Daaruit blijkt dat de nieuwbouw inmiddels twee verdiepingen hoog is en een deel van
het dak er op zit. Er is echter nog vrijwel niets afgewerkt en wat wel afgewerkt is,
is van twijfelachtige kwaliteit. Van Oven eist dat het gebouw voltooid zal worden en
in bewoonbare staat wordt opgeleverd. Uiteindelijk is het huis afgebouwd, maar of dat
door Van der Worp gedaan is...?
Dertig jaar is Van Oven eigenaar van veel onroerend goed in en rond Leusden geweest,
waaronder Zwanenburg, dat hij in 1833 wil verkopen. Op 30 augustus van dat jaar wordt
er een publieke veiling gehouden van diverse percelen. Perceel 1 is "Een zeer
aangenaam gelegen landgoed, genaamd Zwaanenburg, bestaande in een dubbelde
Heerenhuizinge, voorzien van zestien kamers en vertrekken, waarvan eenige met
stookplaatsen voorzien, behangen, gestukadoord of geblaffonneerd zijn; benevens ruime
keuken, kelders en zolder en verdere gemakken, voorts een afzonderlijk gebouw..." enz.

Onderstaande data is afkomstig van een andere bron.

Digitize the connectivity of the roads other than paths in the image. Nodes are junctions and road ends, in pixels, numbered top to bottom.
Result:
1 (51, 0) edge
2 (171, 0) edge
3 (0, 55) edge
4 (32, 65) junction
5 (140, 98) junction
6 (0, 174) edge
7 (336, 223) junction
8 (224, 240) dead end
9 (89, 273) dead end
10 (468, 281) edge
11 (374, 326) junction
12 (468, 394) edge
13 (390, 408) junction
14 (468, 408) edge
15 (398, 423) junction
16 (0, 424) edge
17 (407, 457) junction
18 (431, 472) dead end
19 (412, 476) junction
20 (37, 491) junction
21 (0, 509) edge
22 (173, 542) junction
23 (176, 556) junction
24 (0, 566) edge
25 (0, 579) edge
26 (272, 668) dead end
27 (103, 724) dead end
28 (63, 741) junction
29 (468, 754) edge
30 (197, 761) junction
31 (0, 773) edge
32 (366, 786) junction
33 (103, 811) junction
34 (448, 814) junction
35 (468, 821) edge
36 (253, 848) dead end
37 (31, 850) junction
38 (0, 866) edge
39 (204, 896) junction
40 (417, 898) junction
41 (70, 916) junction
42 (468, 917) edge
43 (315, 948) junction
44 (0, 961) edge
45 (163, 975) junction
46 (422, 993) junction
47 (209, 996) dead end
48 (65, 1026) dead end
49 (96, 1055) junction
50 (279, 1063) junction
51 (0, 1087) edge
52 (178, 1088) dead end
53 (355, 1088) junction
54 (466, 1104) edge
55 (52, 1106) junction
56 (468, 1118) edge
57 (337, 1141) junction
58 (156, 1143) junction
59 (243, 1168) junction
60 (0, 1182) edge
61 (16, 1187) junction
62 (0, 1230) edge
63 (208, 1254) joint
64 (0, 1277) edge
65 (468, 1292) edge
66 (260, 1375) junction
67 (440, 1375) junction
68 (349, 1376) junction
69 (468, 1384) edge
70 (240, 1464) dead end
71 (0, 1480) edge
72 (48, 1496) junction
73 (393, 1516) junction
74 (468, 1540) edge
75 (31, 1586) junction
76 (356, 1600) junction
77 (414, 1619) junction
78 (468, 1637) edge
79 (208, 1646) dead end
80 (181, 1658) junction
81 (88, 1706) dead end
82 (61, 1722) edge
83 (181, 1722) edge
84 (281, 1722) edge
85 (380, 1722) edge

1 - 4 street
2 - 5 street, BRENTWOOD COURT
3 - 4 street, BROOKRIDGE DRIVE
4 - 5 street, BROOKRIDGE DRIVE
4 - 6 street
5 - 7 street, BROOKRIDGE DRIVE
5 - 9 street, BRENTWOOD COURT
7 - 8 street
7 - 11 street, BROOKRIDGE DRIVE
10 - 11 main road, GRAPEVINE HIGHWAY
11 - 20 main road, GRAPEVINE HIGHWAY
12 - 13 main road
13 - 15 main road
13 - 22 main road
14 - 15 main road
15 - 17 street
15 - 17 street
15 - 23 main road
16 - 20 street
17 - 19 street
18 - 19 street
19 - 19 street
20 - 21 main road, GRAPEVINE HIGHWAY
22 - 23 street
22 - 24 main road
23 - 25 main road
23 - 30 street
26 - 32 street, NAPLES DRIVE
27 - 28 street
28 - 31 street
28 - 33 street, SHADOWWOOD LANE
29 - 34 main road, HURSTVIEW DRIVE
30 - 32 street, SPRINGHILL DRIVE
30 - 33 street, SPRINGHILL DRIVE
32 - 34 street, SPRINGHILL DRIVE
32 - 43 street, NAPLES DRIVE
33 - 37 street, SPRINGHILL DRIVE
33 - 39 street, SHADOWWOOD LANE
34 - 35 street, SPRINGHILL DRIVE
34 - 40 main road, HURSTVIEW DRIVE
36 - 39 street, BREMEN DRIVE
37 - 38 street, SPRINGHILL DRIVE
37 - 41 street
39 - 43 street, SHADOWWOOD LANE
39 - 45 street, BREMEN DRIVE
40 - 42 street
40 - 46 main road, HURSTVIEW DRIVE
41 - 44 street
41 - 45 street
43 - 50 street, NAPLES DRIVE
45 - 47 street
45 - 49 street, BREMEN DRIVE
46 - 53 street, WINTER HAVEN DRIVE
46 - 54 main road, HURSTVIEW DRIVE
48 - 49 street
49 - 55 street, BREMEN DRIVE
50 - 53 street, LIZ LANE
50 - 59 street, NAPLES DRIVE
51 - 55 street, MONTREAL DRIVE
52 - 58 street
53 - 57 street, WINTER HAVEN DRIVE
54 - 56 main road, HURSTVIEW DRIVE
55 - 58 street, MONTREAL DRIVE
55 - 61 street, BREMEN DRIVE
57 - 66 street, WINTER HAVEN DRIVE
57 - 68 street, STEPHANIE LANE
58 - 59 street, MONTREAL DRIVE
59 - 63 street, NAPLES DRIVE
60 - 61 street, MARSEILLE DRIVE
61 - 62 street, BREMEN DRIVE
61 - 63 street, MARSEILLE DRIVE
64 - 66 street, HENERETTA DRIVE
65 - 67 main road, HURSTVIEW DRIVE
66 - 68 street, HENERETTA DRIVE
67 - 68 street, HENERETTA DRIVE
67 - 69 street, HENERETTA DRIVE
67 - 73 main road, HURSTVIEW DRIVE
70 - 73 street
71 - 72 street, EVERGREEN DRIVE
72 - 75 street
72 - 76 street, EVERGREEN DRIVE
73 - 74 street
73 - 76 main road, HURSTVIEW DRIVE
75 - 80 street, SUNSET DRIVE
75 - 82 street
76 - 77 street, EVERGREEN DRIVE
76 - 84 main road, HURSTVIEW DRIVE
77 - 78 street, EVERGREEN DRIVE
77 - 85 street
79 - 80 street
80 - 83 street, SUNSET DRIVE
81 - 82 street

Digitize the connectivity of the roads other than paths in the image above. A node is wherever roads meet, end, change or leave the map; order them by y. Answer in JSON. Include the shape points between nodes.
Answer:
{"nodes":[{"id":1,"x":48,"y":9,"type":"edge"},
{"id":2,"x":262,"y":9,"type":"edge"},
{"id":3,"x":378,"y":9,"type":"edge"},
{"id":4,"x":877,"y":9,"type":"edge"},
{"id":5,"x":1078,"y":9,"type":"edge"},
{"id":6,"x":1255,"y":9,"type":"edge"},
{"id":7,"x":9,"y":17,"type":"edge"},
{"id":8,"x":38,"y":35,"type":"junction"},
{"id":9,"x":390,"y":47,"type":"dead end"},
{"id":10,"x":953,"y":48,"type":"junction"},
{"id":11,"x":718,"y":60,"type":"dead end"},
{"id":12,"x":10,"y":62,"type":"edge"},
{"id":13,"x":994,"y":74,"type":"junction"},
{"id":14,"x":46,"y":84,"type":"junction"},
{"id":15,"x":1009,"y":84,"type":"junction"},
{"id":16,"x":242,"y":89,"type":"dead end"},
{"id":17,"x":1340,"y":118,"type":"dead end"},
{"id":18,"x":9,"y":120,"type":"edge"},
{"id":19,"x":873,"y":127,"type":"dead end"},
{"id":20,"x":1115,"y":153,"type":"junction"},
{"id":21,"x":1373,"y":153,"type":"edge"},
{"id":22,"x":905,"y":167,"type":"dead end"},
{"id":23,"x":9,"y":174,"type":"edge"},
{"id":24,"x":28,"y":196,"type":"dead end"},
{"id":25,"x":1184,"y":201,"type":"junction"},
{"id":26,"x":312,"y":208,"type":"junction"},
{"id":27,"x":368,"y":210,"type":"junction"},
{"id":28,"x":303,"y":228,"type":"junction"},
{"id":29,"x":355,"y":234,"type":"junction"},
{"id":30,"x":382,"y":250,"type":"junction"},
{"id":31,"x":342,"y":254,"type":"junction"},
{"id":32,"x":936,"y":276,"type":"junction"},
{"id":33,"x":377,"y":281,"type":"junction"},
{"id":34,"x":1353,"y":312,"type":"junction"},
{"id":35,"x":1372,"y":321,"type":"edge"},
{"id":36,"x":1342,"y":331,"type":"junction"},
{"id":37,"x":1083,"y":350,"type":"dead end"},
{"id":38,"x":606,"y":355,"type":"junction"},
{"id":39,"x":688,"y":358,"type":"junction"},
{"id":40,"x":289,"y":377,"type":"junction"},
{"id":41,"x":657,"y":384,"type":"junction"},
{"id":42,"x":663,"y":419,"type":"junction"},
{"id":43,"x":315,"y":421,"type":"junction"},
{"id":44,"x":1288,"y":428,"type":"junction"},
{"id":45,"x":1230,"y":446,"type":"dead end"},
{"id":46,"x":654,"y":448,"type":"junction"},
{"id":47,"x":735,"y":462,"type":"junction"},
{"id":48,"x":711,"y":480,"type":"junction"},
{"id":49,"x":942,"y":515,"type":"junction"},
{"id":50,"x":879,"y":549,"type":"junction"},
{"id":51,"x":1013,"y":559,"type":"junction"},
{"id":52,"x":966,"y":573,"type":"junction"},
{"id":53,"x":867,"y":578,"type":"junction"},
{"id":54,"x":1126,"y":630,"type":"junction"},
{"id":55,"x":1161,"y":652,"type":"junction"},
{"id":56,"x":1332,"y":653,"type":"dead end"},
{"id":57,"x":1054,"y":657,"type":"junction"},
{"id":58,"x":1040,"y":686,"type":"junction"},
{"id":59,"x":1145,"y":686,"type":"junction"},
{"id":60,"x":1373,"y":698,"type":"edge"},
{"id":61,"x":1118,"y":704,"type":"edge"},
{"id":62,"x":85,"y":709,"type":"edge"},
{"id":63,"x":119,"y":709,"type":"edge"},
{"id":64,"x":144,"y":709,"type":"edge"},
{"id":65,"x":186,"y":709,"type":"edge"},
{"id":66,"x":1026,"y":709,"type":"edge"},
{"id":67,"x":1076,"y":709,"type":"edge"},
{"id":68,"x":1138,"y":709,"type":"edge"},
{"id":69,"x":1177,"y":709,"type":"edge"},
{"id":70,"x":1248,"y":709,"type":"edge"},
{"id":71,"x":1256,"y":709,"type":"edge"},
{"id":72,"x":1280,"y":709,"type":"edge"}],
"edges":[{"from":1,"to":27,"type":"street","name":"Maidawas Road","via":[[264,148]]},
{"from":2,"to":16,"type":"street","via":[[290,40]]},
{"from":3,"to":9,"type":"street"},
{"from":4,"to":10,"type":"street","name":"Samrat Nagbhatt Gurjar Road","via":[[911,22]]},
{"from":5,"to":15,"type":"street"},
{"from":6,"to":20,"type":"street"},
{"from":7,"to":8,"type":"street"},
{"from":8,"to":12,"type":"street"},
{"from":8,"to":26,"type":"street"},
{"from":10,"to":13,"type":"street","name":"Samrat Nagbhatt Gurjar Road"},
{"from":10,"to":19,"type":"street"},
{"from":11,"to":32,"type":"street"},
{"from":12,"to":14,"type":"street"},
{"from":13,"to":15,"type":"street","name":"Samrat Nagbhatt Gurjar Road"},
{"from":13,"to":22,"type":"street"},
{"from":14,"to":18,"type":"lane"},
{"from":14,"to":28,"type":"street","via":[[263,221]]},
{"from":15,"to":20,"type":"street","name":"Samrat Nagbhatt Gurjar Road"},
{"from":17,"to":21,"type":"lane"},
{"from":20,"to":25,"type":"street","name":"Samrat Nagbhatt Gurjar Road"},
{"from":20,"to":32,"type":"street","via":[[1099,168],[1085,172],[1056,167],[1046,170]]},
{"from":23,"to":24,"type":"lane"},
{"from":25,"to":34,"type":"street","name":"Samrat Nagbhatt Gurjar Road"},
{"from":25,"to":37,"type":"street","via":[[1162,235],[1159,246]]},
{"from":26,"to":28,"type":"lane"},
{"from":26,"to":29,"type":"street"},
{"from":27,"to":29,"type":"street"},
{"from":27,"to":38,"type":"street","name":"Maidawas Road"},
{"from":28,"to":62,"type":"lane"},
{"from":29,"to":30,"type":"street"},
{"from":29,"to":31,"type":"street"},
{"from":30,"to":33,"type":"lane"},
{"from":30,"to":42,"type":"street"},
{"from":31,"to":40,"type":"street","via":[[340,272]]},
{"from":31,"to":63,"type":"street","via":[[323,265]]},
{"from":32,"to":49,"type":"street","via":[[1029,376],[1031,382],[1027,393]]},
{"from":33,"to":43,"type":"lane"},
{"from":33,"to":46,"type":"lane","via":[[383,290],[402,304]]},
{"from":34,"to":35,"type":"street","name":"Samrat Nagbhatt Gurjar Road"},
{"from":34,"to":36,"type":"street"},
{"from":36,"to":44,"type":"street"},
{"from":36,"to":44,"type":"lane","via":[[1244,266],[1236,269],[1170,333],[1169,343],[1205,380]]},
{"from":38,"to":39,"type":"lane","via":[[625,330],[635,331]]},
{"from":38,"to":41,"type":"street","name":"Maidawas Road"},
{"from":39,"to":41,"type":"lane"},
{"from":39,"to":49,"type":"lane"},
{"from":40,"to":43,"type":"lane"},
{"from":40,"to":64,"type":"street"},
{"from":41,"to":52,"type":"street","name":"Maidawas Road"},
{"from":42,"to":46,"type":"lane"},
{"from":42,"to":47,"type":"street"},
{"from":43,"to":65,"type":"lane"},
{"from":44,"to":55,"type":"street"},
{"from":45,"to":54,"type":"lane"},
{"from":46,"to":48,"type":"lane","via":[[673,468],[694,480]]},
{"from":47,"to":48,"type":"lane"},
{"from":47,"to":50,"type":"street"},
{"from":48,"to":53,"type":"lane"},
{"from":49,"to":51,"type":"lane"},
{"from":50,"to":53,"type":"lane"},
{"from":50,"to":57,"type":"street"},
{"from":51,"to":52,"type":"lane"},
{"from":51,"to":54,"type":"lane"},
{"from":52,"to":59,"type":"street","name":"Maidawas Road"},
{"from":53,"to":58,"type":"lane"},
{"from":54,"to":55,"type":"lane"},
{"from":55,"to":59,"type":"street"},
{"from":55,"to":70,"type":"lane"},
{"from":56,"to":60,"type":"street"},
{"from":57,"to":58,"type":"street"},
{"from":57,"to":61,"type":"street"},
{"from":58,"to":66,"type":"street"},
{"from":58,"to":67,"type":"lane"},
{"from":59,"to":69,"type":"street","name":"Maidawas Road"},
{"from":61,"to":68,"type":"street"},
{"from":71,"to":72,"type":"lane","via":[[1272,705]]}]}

De veiling verloopt zo stroef dat Van Oven alle percelen ophoudt en voorlopig eigenaar
blijft.
Bij het overlijden van Johan Matthias van Oven in september 1837 wordt zijn enige nog
in leven zijnde kind, zijn zoon Martin Jean, eigenaar van Zwanenburg en alles wat er
bij hoort. Die slaagt er in 1842 wèl in om het landgoed te verkopen, al moet hij wel
met f. 1.000 minder genoegen nemen dan zijn vader er negen jaar eerder voor wilde
ontvangen. De bieder is de heer Carel van Diepenheim Scheltus, burgemeester van
Leusden. Hij handelt echter namens de heer Ernest Louis baron van Hardenbroek van
Lockhorst, lid van de ridderschap der provincie Utrecht en grootgrondbezitter, wonende
te Utrecht. Die laatste is het blijkbaar niet om het huis te doen. Op 12 mei 1843
wordt het doodvonnis van het huis getekend door middel van een publieke verkoping
"tot afbraak van het huis staande op het goed Zwanenburg, gelegen in de gemeente
Leusden". Voor "de Heerenhuizinge" wordt f. 5.950 geboden, voor het koetshuis f. 800
en voor de tabaksschuur f. 220.
In 1858, als een andere Ernest Louis baron van Hardenbroek van Lockhorst ondermeer de
landgoederen Heiligenberg en Randenbroek en de ridderhofstad Lockhorst van zijn tante
erft, is er nog slechts sprake van "het buitengoed Zwaanenburg bestaande in bouw-,
wei- en boslanden". De landerijen blijven nog tot 1921 eigendom van deze adellijke
familie, maar van een herenhuis is geen sprake meer.